Братья - Константин Федин 26 стр.


- Да ты не беспокойся, дружочек, - останавливая лошадь, услужливо запел мужичонка, - все будет в исправности. Давай сюда твой тулупчик, вот под передком уголочек. Вот сюда, а Василь Леонтьича кто не знает? Пхай сильнéй, вот так. Его, кормильца, вся степушка знает! Не беспокойся, все в исправности! Н-но, пош-ш-шла! Счастливой дороги! Василь Леонтьича да не знать… Но-но-о!

На шубу надеть ранец было удобней и легче. Никита застегнул ремень, но некоторое время постоял в нерешительности. К сознанию, что он обманут, у него прибавилось чувство, что его ограбили. Мужичонка с возом исчез в непроглядной ночи, Никита даже не мог видеть, каков он с лица.

Расчетливо, нешироко переставляя ноги, прислушиваясь к мерному скрипу снега, Никита постепенно одушевлял эту скупую, однозвучную музыку мороза своим холодным безразличием к тому, что с ним происходило.

Он увидел себя со стороны. Человек ходит ночью по степи из края в край, что-то отыскивая, за спиною этого человека - ранец, набитый нотной бумагой, черновиками пьесы, которая вряд ли когда-нибудь допишется. Человек глупо дает ограбить себя продувному мужичонке.
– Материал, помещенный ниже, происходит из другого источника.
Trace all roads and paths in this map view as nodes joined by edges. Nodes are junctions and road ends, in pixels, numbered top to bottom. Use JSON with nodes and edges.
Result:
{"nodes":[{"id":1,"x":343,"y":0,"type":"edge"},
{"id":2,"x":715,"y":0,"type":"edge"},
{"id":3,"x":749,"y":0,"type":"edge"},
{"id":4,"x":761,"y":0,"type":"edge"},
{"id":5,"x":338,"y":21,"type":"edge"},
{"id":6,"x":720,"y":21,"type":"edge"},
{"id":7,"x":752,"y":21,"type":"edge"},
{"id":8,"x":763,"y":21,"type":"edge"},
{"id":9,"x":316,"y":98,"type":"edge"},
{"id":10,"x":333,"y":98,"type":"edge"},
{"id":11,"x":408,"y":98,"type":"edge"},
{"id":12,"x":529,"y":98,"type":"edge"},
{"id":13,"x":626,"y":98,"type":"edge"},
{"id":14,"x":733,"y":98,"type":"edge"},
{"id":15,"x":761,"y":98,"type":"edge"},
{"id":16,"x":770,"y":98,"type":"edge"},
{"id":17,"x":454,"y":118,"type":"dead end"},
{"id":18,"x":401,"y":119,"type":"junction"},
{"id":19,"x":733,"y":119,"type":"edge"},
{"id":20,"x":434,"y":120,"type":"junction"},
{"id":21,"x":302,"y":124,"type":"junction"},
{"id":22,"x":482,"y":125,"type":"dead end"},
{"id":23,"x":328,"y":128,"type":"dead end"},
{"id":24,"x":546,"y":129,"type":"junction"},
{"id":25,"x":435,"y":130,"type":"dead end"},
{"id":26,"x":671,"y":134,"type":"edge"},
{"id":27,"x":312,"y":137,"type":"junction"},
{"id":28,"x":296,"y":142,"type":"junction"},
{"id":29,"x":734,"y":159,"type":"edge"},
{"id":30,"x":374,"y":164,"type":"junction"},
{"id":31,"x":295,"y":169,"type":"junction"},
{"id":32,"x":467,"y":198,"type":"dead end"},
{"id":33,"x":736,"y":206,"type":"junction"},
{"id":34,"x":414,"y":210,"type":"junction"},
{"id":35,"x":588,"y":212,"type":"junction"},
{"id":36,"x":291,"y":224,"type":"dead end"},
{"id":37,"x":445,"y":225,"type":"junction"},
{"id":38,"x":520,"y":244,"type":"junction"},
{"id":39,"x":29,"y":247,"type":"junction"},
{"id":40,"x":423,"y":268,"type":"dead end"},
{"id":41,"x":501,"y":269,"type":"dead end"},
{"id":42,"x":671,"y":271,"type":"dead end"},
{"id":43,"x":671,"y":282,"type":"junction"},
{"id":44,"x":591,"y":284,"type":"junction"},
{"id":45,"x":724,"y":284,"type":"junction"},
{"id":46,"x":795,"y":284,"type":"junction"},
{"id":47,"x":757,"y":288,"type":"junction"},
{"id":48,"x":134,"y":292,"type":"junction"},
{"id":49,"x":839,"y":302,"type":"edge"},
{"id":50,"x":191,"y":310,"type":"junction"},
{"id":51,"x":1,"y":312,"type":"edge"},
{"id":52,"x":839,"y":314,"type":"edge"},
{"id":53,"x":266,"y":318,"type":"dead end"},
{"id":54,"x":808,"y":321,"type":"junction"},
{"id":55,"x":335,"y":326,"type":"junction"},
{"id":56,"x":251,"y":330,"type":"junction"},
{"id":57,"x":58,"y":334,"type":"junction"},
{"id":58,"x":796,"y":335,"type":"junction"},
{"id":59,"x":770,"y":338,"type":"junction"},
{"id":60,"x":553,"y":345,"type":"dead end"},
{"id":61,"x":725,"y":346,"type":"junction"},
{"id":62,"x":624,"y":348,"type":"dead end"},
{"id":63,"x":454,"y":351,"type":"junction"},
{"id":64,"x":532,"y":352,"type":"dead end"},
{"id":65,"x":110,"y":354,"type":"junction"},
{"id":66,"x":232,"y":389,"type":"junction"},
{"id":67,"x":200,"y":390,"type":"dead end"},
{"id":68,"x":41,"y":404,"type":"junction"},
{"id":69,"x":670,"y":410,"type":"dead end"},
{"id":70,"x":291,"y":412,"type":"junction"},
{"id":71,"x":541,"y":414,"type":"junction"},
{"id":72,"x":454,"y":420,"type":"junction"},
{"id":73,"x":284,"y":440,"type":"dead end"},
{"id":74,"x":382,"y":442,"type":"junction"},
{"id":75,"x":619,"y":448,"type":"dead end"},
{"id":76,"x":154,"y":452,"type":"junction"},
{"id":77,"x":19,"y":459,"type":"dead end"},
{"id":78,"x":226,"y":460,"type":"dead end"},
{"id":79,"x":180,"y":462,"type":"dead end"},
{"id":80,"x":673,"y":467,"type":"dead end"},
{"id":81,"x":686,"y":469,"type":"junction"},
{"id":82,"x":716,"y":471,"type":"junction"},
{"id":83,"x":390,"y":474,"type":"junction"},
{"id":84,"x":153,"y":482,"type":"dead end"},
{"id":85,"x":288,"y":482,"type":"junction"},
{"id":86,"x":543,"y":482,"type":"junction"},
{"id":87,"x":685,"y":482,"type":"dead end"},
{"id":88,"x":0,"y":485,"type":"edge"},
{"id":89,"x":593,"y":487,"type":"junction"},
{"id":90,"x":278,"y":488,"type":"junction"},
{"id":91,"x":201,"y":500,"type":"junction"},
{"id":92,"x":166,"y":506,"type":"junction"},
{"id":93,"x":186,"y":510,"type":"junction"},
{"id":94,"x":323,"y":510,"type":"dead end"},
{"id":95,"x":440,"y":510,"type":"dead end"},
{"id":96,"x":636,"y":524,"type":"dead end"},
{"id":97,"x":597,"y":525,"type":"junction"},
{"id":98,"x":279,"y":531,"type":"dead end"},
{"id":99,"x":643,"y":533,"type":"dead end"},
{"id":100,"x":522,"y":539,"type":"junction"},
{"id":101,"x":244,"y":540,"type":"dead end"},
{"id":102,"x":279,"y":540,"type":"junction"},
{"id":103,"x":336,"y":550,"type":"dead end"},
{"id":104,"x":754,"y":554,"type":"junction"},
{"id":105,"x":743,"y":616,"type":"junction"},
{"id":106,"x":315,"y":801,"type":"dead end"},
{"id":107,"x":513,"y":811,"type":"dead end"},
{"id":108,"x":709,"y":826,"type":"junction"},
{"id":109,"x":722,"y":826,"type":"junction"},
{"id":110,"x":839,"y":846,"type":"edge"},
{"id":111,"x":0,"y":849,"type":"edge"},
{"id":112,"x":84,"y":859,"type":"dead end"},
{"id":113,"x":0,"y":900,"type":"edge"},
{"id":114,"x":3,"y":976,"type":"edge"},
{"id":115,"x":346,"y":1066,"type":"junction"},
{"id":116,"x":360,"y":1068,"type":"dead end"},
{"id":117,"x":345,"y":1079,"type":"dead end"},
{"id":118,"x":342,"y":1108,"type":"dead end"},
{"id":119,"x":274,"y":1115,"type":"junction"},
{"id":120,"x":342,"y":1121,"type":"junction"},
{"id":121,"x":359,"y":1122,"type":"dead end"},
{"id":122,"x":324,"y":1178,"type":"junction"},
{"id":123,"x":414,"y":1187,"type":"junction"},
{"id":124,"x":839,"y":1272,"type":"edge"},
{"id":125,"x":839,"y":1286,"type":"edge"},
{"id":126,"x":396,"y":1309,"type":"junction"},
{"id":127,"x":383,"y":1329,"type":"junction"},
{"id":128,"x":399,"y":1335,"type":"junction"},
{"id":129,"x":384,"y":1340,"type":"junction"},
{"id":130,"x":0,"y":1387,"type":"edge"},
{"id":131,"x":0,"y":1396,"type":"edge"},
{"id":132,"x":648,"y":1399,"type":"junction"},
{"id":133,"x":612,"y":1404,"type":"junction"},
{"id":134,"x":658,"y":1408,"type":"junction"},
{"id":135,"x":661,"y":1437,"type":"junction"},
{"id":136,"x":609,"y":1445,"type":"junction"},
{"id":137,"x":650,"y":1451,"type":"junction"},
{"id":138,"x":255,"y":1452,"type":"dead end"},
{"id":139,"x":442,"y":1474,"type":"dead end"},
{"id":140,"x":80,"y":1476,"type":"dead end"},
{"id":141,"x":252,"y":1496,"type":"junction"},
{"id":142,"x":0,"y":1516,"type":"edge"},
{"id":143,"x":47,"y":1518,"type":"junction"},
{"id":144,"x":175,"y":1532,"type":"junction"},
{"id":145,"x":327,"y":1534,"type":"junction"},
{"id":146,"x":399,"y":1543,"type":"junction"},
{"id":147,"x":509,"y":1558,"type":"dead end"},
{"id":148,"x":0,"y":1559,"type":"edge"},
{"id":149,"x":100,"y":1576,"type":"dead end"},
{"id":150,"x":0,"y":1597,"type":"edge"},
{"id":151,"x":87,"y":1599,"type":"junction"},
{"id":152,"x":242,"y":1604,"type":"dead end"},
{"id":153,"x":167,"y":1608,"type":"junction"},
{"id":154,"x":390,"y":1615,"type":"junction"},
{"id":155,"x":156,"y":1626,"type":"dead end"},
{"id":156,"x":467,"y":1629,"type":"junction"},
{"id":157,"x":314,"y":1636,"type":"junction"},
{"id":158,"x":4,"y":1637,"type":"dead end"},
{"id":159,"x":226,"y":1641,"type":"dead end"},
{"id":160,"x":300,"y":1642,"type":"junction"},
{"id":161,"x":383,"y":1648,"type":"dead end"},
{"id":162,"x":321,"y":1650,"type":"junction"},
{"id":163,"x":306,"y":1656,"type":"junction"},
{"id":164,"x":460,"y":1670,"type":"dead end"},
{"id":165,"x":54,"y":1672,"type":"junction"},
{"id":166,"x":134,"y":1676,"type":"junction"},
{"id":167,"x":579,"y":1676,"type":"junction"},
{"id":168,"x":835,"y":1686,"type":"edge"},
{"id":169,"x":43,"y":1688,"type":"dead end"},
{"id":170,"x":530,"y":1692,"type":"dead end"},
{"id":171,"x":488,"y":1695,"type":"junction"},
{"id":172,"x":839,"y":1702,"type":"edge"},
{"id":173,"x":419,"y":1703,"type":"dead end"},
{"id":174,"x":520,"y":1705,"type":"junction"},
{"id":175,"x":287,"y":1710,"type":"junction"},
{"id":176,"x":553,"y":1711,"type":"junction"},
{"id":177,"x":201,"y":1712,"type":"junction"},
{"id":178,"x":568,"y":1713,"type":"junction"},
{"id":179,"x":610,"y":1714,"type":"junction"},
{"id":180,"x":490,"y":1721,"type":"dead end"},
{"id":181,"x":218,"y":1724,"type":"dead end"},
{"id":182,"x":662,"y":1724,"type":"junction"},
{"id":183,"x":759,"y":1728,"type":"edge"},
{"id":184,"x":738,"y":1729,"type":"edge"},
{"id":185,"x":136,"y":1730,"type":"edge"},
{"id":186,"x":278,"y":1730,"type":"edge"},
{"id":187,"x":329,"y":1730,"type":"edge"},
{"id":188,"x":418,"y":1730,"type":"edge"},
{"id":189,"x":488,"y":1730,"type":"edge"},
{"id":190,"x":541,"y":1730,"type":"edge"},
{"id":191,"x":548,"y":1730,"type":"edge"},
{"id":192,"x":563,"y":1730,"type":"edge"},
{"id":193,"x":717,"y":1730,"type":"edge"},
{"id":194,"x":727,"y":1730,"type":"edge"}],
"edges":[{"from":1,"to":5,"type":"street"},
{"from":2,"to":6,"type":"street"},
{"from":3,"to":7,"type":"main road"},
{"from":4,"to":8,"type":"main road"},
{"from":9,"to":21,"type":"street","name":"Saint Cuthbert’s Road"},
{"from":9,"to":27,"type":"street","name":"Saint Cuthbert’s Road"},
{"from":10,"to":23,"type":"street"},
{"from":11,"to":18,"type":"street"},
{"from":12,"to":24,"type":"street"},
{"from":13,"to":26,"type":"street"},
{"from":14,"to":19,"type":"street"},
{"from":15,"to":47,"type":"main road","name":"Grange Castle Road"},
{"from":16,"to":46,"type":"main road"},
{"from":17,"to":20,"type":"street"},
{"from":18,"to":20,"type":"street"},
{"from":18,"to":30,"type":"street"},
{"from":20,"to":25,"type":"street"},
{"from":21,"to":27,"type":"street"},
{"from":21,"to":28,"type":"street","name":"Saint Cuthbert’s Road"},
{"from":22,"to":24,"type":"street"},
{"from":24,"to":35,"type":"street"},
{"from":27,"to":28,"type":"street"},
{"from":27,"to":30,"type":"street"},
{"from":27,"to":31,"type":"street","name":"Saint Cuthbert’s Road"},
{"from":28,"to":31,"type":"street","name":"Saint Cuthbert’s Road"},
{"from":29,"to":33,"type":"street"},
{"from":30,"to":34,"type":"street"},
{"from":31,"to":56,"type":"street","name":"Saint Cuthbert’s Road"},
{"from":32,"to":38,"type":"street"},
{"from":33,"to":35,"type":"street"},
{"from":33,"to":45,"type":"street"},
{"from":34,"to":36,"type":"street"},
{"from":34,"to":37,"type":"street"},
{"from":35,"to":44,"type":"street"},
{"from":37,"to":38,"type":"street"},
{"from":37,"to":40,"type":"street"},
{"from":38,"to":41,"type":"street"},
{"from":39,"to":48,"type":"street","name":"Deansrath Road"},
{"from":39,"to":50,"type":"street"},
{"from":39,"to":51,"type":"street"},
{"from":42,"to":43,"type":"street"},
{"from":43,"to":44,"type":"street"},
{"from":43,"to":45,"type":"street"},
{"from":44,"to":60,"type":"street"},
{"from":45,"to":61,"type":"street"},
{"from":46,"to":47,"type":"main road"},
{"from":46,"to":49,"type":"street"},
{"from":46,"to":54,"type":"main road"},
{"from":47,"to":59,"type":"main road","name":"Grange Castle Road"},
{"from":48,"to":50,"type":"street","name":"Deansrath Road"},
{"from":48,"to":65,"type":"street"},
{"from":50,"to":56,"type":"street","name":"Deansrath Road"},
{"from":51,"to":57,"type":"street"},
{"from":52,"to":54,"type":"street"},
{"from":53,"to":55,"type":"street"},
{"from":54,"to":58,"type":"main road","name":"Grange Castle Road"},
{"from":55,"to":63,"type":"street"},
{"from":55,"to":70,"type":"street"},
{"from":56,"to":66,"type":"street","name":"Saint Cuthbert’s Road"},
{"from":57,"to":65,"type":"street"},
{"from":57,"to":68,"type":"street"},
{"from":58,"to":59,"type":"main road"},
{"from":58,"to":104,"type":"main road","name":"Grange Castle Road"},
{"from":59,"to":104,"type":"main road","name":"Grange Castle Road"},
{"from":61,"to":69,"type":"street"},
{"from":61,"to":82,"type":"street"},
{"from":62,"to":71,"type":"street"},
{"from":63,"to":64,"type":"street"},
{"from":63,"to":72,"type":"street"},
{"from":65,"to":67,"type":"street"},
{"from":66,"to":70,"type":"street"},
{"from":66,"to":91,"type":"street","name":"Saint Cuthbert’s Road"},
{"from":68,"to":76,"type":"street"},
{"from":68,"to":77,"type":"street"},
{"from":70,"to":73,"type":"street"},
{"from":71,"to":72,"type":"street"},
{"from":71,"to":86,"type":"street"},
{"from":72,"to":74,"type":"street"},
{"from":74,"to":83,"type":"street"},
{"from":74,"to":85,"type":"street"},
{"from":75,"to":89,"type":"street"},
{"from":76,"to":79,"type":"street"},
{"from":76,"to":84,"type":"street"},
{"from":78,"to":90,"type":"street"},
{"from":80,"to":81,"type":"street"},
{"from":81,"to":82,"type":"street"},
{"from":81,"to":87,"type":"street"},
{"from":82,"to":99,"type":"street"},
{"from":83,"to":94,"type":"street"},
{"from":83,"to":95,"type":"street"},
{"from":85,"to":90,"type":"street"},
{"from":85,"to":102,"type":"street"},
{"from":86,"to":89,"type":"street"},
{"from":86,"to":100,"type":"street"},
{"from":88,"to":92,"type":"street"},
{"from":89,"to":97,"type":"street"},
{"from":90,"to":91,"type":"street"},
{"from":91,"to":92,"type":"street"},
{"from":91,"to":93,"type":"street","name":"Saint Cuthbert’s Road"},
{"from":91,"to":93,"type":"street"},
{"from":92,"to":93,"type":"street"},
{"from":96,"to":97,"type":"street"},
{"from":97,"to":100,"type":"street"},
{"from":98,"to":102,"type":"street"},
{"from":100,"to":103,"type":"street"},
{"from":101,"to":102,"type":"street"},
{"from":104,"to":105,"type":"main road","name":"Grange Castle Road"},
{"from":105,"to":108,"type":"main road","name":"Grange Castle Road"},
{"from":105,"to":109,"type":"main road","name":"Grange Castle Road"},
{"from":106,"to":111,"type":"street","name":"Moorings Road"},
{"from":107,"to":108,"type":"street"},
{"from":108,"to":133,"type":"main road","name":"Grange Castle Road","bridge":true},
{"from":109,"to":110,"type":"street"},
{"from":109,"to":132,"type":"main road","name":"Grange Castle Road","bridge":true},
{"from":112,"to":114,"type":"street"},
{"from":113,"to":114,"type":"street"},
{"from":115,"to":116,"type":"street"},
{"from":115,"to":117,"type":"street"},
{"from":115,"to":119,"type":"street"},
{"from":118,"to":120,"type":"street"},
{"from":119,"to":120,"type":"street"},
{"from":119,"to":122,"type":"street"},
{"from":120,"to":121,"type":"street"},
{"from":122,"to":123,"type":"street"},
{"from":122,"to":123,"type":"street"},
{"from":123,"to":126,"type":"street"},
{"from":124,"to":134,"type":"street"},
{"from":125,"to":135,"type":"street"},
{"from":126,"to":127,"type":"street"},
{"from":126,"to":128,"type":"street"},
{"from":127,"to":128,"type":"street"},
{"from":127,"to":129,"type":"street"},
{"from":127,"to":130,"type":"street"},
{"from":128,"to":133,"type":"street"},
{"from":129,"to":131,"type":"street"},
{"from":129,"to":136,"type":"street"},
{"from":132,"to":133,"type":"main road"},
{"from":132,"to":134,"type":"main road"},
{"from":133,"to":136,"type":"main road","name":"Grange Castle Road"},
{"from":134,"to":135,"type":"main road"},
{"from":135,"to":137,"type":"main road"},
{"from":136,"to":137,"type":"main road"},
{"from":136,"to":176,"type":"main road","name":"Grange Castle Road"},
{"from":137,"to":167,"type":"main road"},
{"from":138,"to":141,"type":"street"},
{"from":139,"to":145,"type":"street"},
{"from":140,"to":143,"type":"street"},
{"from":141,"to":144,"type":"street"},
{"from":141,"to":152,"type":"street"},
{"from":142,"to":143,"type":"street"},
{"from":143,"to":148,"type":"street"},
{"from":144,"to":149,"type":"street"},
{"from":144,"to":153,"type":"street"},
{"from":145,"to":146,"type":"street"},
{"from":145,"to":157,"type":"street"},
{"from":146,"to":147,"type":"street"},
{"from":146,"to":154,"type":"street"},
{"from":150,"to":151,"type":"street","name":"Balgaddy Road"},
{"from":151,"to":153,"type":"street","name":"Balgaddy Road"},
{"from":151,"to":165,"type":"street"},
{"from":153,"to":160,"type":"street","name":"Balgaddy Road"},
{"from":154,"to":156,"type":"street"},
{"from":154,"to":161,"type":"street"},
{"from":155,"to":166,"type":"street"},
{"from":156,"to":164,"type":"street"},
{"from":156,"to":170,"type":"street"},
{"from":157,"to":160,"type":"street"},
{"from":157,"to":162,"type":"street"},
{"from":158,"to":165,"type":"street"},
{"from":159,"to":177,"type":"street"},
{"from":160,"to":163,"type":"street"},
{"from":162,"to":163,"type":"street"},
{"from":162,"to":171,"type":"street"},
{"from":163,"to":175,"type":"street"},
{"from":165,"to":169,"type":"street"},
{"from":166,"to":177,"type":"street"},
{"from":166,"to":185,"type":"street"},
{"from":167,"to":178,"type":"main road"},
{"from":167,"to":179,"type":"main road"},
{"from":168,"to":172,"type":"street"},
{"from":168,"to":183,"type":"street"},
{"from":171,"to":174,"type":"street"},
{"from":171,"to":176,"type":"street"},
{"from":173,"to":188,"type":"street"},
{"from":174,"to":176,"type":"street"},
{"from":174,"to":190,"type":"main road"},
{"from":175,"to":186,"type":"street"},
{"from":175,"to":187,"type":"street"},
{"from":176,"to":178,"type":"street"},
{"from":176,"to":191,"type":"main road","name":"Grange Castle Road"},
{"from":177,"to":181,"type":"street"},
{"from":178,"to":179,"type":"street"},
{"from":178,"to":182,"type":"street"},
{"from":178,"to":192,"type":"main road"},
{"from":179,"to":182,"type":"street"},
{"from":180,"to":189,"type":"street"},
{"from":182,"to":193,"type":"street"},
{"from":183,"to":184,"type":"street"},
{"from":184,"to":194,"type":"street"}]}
На душе у него смутно, и он не знает, ради чего нужно брести по степи, в темноте, одиночестве, под унылое, скупое поскрипывание снегов.
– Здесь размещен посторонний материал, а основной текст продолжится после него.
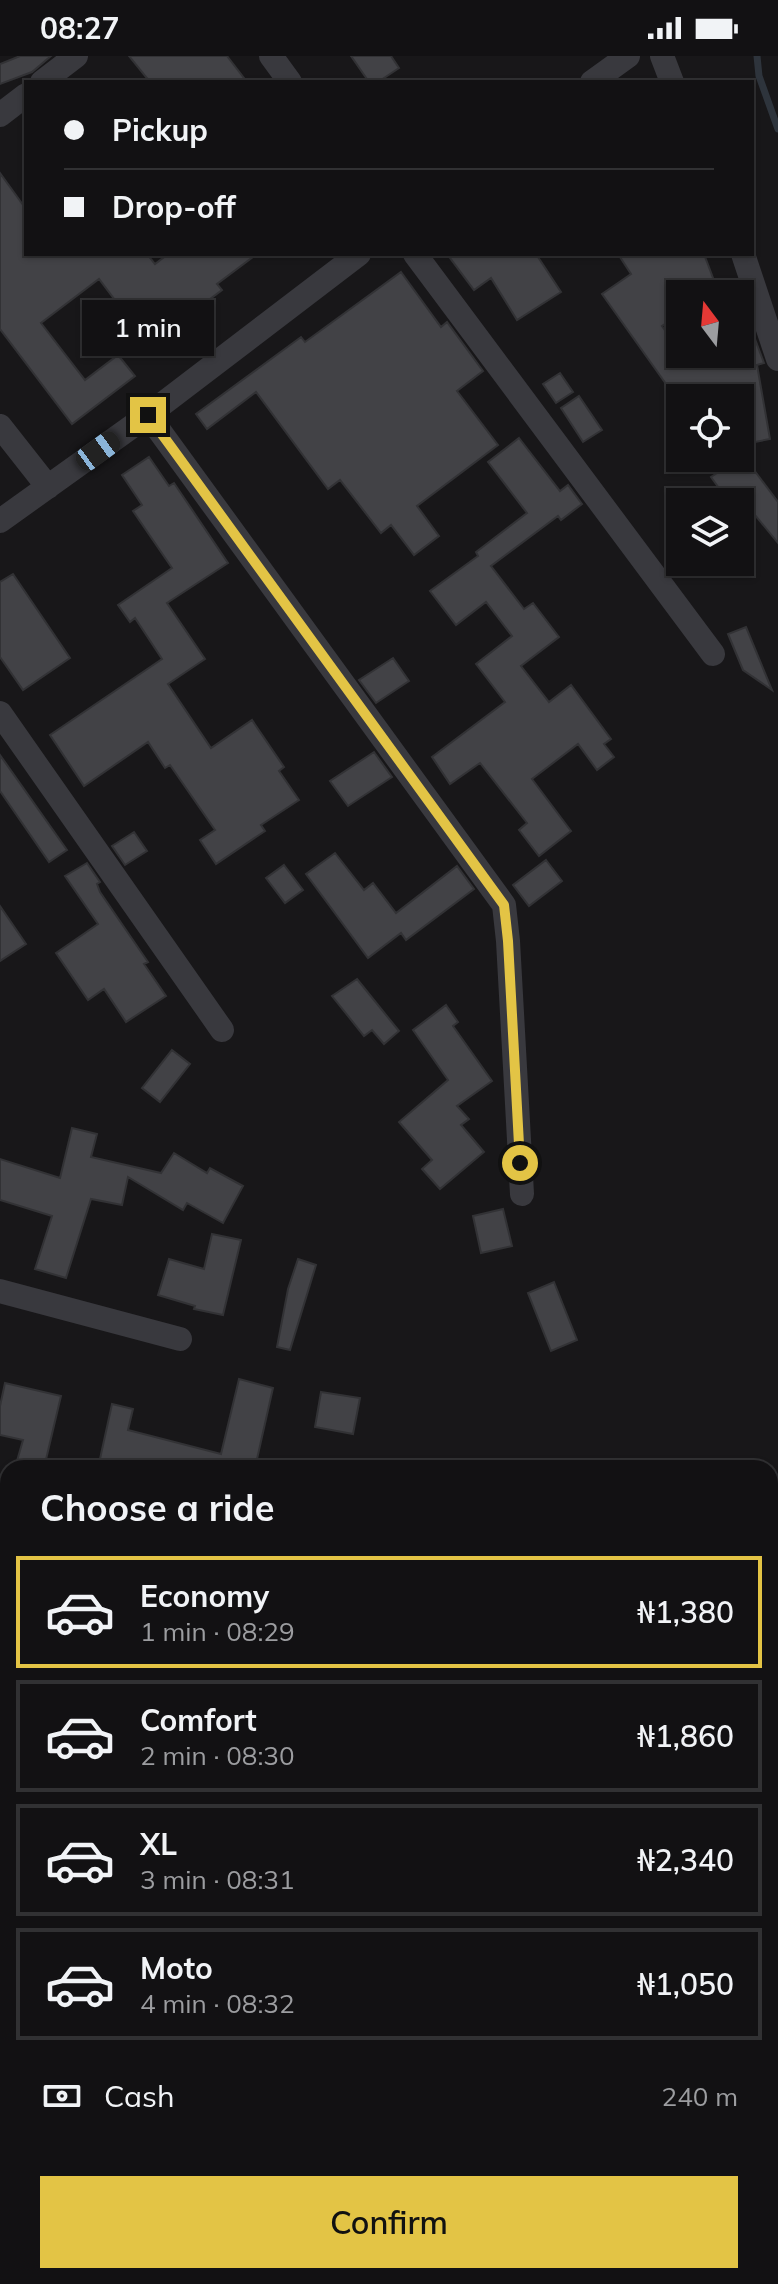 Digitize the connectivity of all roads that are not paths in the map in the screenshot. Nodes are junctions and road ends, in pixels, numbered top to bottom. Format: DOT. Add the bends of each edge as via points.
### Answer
graph roads {
  1 [pos="76,56"];
  2 [pos="271,56"];
  3 [pos="628,56"];
  4 [pos="662,56"];
  5 [pos="45,80"];
  6 [pos="289,80"];
  7 [pos="595,80"];
  8 [pos="671,80"];
  9 [pos="24,97"];
  10 [pos="0,115"];
  11 [pos="356,256"];
  12 [pos="416,256"];
  13 [pos="744,256"];
  14 [pos="778,359"];
  15 [pos="148,415"];
  16 [pos="0,426"];
  17 [pos="48,487"];
  18 [pos="0,521"];
  19 [pos="713,654"];
  20 [pos="0,713"];
  21 [pos="222,1030"];
  22 [pos="522,1194"];
  23 [pos="0,1291"];
  24 [pos="180,1339"];
  1 -- 5 [label="street"];
  2 -- 6 [label="street"];
  3 -- 7 [label="street"];
  4 -- 8 [label="street"];
  9 -- 10 [label="street"];
  11 -- 15 [label="street"];
  12 -- 19 [label="street"];
  13 -- 14 [label="street"];
  15 -- 17 [label="street"];
  15 -- 22 [label="street" via="504,905"];
  16 -- 17 [label="street"];
  17 -- 18 [label="street"];
  20 -- 21 [label="street"];
  23 -- 24 [label="street"];
}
Никите показалось, что, если бы он застал сейчас отца на форпосте, он не поехал бы с ним дальше. Зачем? Бежать? От кого? Спасаться? Но что может угрожать человеку, которому нечего беречь, кроме стопы нотной бумаги? Неизвестно, что глупее - отдать ли проезжему хитрецу тулуп или броситься вон из дому, в безглазую темную пустоту?

Призрак пожаров всполошил и напугал Никиту, волчьи стоны потников, анафем мнились ему в подступившей к окну войне. Он оглох от этих криков. Он кинулся от них в бегство.

И вот теперь, в равнодушной власти уединения, один на один с пустыней, Никита пригляделся к людям, с которыми он бежал. Слепец! Как мог он раньше не признать этих смурыгих масок?!

Потники и анафемы неслись мимо него, волоча за собою груды, вороха и кучи скарба, оскаливая зубы, огрызаясь, в стадном бессердечии, в зверином стоне: спасай, спасай! спасай груды сундуков, вороха тряпья, кучи горшков - самое дорогое, единственно драгоценное, кровно любимое в анафемской этой жизни! Но ведь среди стада, спасающего драгоценный скарб, находился отец Никиты, родной папаша Карев! Да, Василь Леонтьич несся в толпе потников и анафем, навьючив возы мешками и корзинами, в которых погромыхивал серебряный, золотой, бронзовый урожай многотрудной каревской жизни. Однако не попал ли сюда Василь Леонтьич так же случайно, как Никита? И не разыскивал ли сын отца только потому, что больше нечего было делать в скудном безбрежии пустыни?..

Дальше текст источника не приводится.